Шрифт:
Интервал:
Закладка:
Первоначально к Кромам подошли полки окольничего Петра Шереметева с двумя мортирами и пушкой и обложили крепость. Следом к ним на помощь пришли семь дворянских сотен стольника Василия Бутурлина. Однако четырёхнедельная осада кроме крупных потерь ничего царским войскам не принесла. Наконец, в начале марта с основными силами к Кромам подступил и сам Фёдор Мстиславский. В составе царских войск было десять тяжёлых осадных орудий. Однако главный воевода Годунова не смог использовать крупные силы, бывшие под его началом. Под прикрытием артиллерии, осаждавшие смогли подтащить с напольной стороны к стене несколько возов с дровами, политыми смолой и зажечь стену. Часть защитников кинулась тушить пожар на оборонительных укреплениях. Тем временем начался первый приступ, возглавляемый воеводой передового полка Михаилом Салтыковым. Однако казаки Корелы не растерялись и смогли отбить приступ. Нападавшие понесли большой урон, потеряв до пятисот убитых и несколько сотен раненых. У многих были сильные ожоги. В стане осаждавших воцарилось уныние. И, хотя у защитников крепости были также немалые потери – до трёхсот убитых, раненых и обожжённых, но в крепости царило ликование.

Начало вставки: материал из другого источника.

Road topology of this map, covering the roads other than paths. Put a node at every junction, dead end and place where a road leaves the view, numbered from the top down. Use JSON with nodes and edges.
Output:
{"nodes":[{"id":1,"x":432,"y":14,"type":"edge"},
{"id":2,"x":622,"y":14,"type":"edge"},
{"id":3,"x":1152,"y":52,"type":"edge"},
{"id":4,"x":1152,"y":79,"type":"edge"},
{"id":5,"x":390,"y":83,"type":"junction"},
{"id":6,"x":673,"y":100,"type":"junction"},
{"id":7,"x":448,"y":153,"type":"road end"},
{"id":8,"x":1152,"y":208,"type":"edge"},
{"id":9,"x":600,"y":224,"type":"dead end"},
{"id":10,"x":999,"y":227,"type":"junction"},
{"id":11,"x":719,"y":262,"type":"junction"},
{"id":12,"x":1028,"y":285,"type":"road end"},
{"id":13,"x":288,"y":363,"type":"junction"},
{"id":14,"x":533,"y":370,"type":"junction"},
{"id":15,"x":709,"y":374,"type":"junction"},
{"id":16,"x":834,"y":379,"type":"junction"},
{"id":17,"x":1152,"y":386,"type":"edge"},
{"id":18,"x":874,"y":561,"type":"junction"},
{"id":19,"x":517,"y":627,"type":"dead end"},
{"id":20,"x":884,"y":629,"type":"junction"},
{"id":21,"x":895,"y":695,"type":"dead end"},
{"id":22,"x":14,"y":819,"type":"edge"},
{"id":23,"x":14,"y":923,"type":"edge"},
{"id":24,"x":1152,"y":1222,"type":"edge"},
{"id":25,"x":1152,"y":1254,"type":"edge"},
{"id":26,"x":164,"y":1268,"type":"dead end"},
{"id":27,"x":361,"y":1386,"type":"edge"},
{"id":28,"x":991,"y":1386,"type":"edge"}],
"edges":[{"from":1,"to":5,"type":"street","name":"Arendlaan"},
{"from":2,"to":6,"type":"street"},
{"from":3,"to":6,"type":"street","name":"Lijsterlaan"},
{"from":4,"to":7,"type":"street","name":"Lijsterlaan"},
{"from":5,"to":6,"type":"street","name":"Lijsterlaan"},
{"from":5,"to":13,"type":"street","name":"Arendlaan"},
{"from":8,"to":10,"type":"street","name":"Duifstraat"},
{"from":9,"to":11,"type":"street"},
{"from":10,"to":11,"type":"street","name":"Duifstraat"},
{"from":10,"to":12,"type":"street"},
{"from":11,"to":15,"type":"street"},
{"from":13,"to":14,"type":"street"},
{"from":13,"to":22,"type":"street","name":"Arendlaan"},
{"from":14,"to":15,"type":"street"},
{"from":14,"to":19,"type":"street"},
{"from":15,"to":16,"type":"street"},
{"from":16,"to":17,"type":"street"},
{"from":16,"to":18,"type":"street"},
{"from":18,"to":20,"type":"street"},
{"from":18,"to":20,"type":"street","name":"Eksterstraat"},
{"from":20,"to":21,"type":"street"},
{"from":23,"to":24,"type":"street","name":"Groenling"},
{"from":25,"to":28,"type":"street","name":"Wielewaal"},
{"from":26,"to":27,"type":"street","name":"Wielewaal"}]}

Князь Мстиславский, не решаясь на новый приступ, велел подвергнуть крепость жесточайшему обстрелу. Морозным мартовским утром началась многодневная и губительная для осаждённых бомбардировка. В крепости были только небольшие пушки, и ответить на пальбу мощных орудий противника было нечем. В Кромах начались сильные пожары. Но колодцы крепости были полны весенней талой воды, и защитники с пожарами кое-как справились. Бревенчатые стены были разбиты местами до основания. Тогда защитники устроили систему окопов и лазов, которые они прорыли в городском валу. Однако воевода Акинфиев был тяжело ранен, силы защитников истощились, потери убитыми и ранеными достигали пятисот человек, заканчивались свинец и порох. Тогда атаман Корела направил Расстриге в Путивль гонца с «грамотцой». Тот, переодетый под служилого человека, пробрался сквозь стан противника и верхом добрался до Путивля. В «грамотце» излагалась просьба о помощи. В случае, если помощь оказана не будет, Корела уверял, что не удержит крепость.

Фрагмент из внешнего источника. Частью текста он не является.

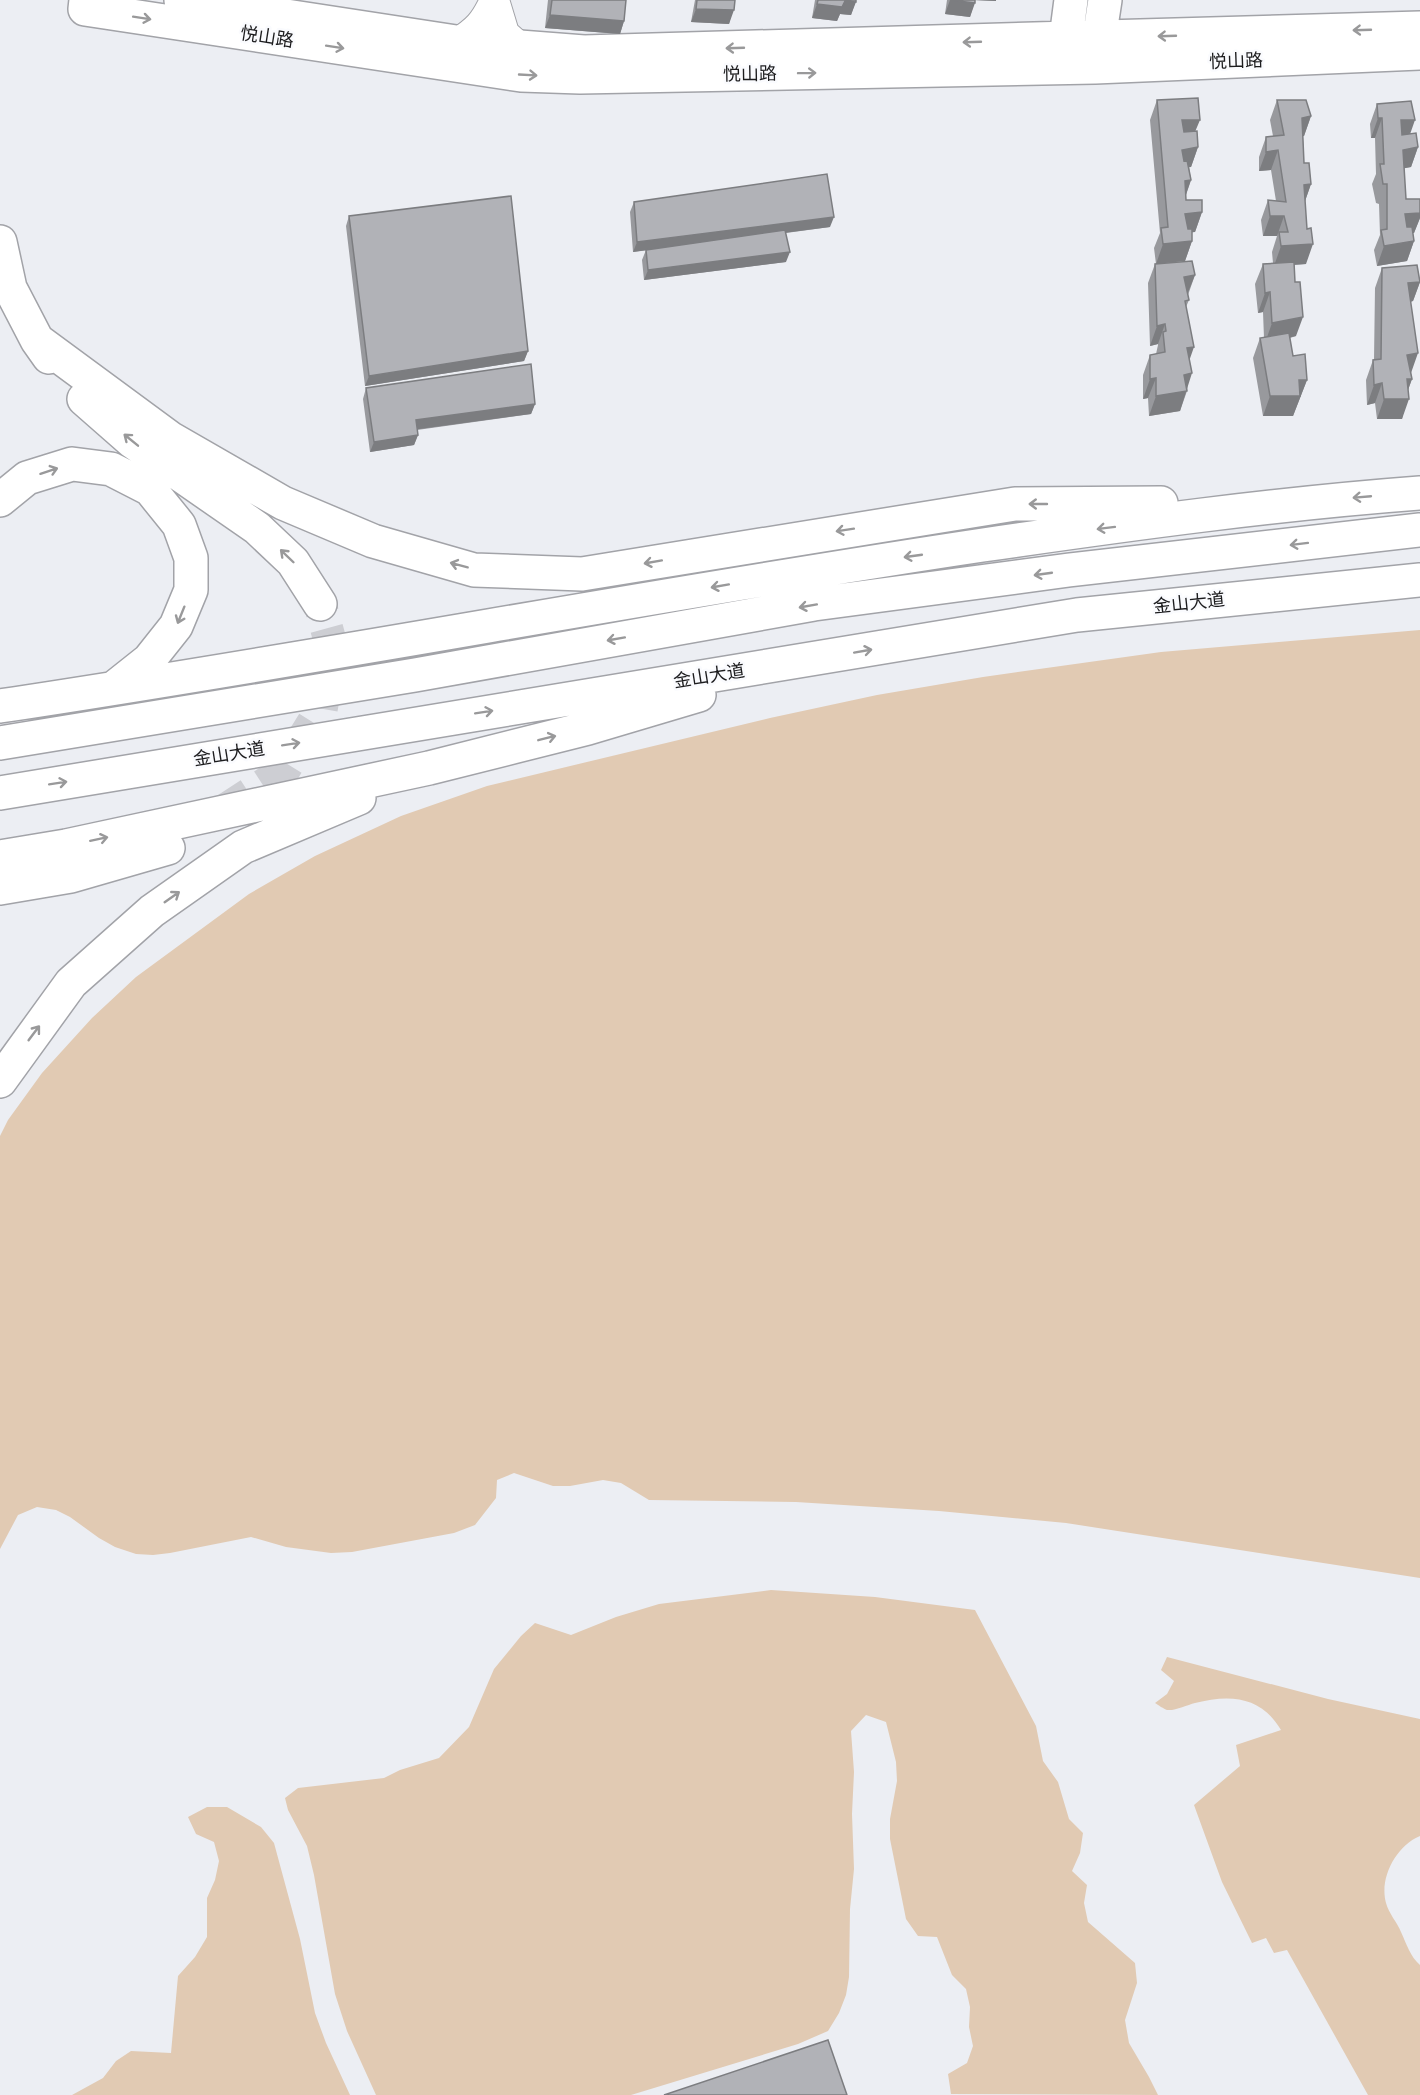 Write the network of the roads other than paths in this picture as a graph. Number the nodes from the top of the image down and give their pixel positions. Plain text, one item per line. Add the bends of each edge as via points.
1 (181, 0) edge
2 (494, 0) edge
3 (1071, 0) edge
4 (1105, 0) edge
5 (85, 4) edge
6 (1420, 28) edge
7 (456, 42) junction
8 (523, 48) junction
9 (1097, 52) junction
10 (1064, 53) junction
11 (1420, 53) edge
12 (0, 242) edge
13 (37, 340) junction
14 (1420, 493) edge
15 (0, 500) edge
16 (1306, 502) junction
17 (1420, 530) edge
18 (1420, 580) edge
19 (320, 604) tunnel mouth
20 (823, 657) junction
21 (114, 689) junction
22 (0, 706) edge
23 (0, 743) edge
24 (429, 768) junction
25 (0, 793) edge
26 (168, 848) dead end
27 (0, 857) edge
28 (0, 888) edge
29 (0, 1081) edge

1 - 7 main road, 悦山路
2 - 7 street via 484,20
2 - 8 street via 506,33
3 - 10 main road
4 - 9 main road
5 -> 10 main road, 悦山路 via 521,75 580,77
6 -> 9 main road, 悦山路
7 - 8 main road, 悦山路
10 -> 8 main road, 悦山路 via 584,52
9 - 10 main road, 悦山路
9 - 11 main road, 悦山路
12 - 13 main road via 10,288
16 -> 13 main road via 1015,504 582,574 474,570 372,542 283,502 170,438
19 -> 13 main road via 286,555 257,528 133,442 78,394
14 -> 16 main road
15 -> 21 main road via 27,478 72,464 111,469 150,489 179,525 191,558 191,590 176,626 149,660
16 -> 21 main road via 793,573
17 -> 23 main road via 814,604
20 -> 18 main road, 金山大道 via 1077,615
24 -> 20 main road via 588,728
25 -> 20 main road, 金山大道
21 - 22 main road
27 -> 24 main road
29 -> 24 main road via 71,982 152,911 243,847
26 - 28 main road via 71,876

Получив известия из Кром, Расстрига быстро собрал большой отряд «охочих» во главе с путивльским воеводой Юрием Беззубцевым и послал его на помощь осаждённым. Беззубцев пошёл на хитрость и велел переодеть часть казаков и боевых холопов в стрелецкое платье. Царские войска приняли отряд повстанцев за свой, и тот смог пробиться в крепость с крупным обозом. Повстанцы сделали удачную вылазку. Бои за крепость вспыхнули с новой силой, и продолжались ещё несколько недель, прежде чем наступило затишье. Уныние пришло в стан царских войск.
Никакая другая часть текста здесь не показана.